De ce point de vue, il semble que Roubachof, ex apparatchik soit devenu une menace. Il est arrêté puis incarcéré en vue d’être interrogé. Il se souvient de son parcours, fait œuvre d’introspection, tente de comprendre ce qui l’a mené à être à son tour prisonnier de cette machinerie implacable, en passe d’être broyé, lui qui soumettait les parasites, les réfractaires, les suspects et les calomniés au broyage.
Arthur Koestler nous immerge par l’intermédiaire de Roubachov dans la réalité terrifiante que fût le totalitarisme stalinien.
Le sens de l’Histoire, la fin comme justification de tous les moyens, même celui de l’anéantissement de son Peuple. La négation de l’Humain comme ultime paradoxe d’une société qui voulait prétendument œuvrer pour le bien commun et montrer au monde l’idéal terrestre que représentait un tel paradigme ; paradigme dans lequel l’individu n’a qu’un seul droit : celui de vivre ou plutôt de survivre pour cet « infini » qui l’écrase. Une subsistance qu’une grande partie de la population ne sera de toute façon pas en mesure d’assurer.
Koestler prend la mesure de cet infini, de ce « tout » omniprésent, omnipotent, omniscient.
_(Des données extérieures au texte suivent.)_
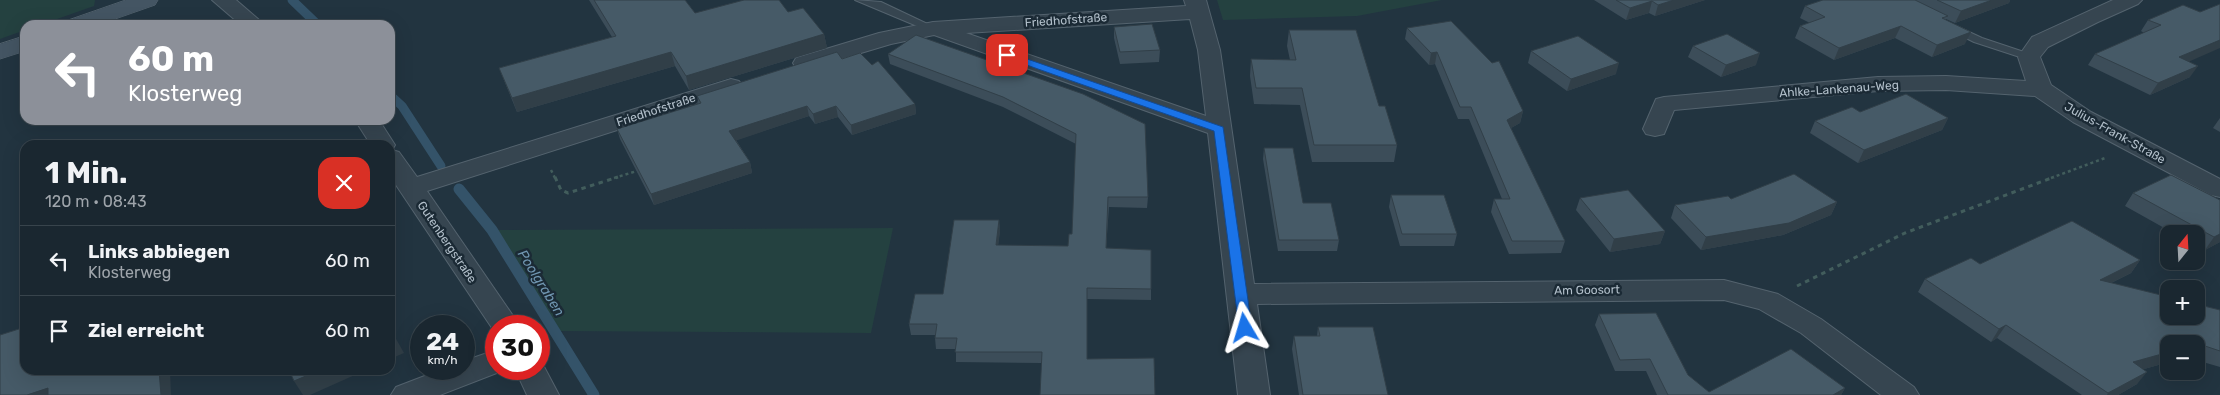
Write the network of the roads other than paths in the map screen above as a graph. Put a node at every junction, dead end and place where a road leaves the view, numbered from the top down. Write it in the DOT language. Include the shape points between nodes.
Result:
graph roads {
  1 [pos="147,0"];
  2 [pos="223,0"];
  3 [pos="860,0"];
  4 [pos="2131,0"];
  5 [pos="1197,6"];
  6 [pos="91,20"];
  7 [pos="248,20"];
  8 [pos="1945,24"];
  9 [pos="933,29"];
  10 [pos="20,45"];
  11 [pos="0,52"];
  12 [pos="2029,57"];
  13 [pos="786,69"];
  14 [pos="748,81"];
  15 [pos="2041,89"];
  16 [pos="370,125"];
  17 [pos="1219,129"];
  18 [pos="1655,129"];
  19 [pos="380,140"];
  20 [pos="395,165"];
  21 [pos="410,188"];
  22 [pos="2220,189"];
  23 [pos="1241,294"];
  24 [pos="497,315"];
  25 [pos="485,365"];
  26 [pos="536,380"];
  27 [pos="407,395"];
  28 [pos="543,395"];
  29 [pos="1254,395"];
  30 [pos="1903,395"];
  1 -- 6 [label="main road"];
  2 -- 7 [label="street"];
  3 -- 9 [label="lane, Friedhofstraße" via="878,4"];
  4 -- 12 [label="street" via="2040,42"];
  5 -- 9 [label="street, Friedhofstraße"];
  5 -- 17 [label="street" via="1209,50"];
  8 -- 12 [label="lane" via="1978,40"];
  9 -- 13 [label="street, Friedhofstraße" via="852,48"];
  9 -- 17 [label="street"];
  10 -- 11 [label="main road"];
  12 -- 15 [label="street"];
  14 -- 21 [label="street, Friedhofstraße"];
  15 -- 18 [label="street, Ahlke-Lankenau-Weg" via="1946,83 1878,84 1664,104"];
  15 -- 22 [label="street, Julius-Frank-Straße" via="2082,117"];
  16 -- 19 [label="street"];
  17 -- 23 [label="street"];
  20 -- 21 [label="street, Gutenbergstraße"];
  21 -- 24 [label="street, Gutenbergstraße"];
  23 -- 29 [label="street"];
  23 -- 30 [label="street, Am Goosort" via="1724,290 1768,301 1811,326"];
  25 -- 27 [label="street"];
  26 -- 28 [label="street"];
}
Et sous cette coupe totalitaire: les masses grouillantes et anéanties de cette tragédie de l’Histoire. Le lecteur est alternativement en proie au vertige puis victime d’une sensation d’écrasement comme si lui-même était pris en étau par l’implacabilité du système.
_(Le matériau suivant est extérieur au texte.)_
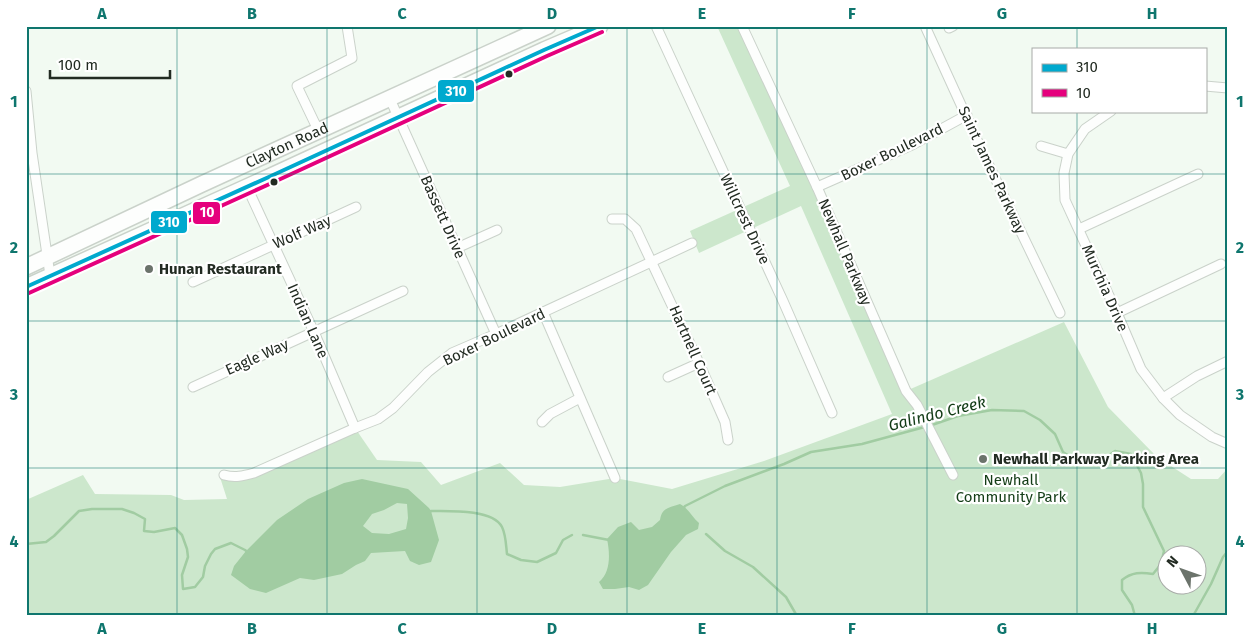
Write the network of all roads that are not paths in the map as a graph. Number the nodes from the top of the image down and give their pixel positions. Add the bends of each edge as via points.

En fait, au travers du cas Roubachov, Koestler nous entraîne avec une grande intelligence dans une plongée au cœur de l’infiniment grand et de l’infiniment petit. Il nous donne à voir à une échelle astronomique et à une échelle quantique. Il nous montre l’infini ainsi que cette multitude de riens, l’infini englobant ce nuage de particules; cette nuée de « zéros ».
Peu importe la pertinence intrinsèque d’un raisonnement car la logique ne peut exister en dehors du Parti, et les arguments aussi fondés qu’ils soient ne pèsent rien sous sa charge.
Cette logique systémique est en mesure de faire renoncer à la rationalité la plus élémentaire. Elle a le pouvoir de rendre ineptes et inopérants les arguments les plus sensés, de rendre infondées les logiques les plus pures. Roubachof va en faire la tragique expérience.
L’entendement opérant hors d'un système qui se veut omniscient n’est pas en mesure de triompher. La Raison inféodée à une raison supérieure n’a plus de raison d’être par elle-même.
Et si 2x2 ne doivent pas faire 4 mais « x », « x » prendra la valeur que lui dictera le sens de l’Histoire.
Subjuguant et terrifiant.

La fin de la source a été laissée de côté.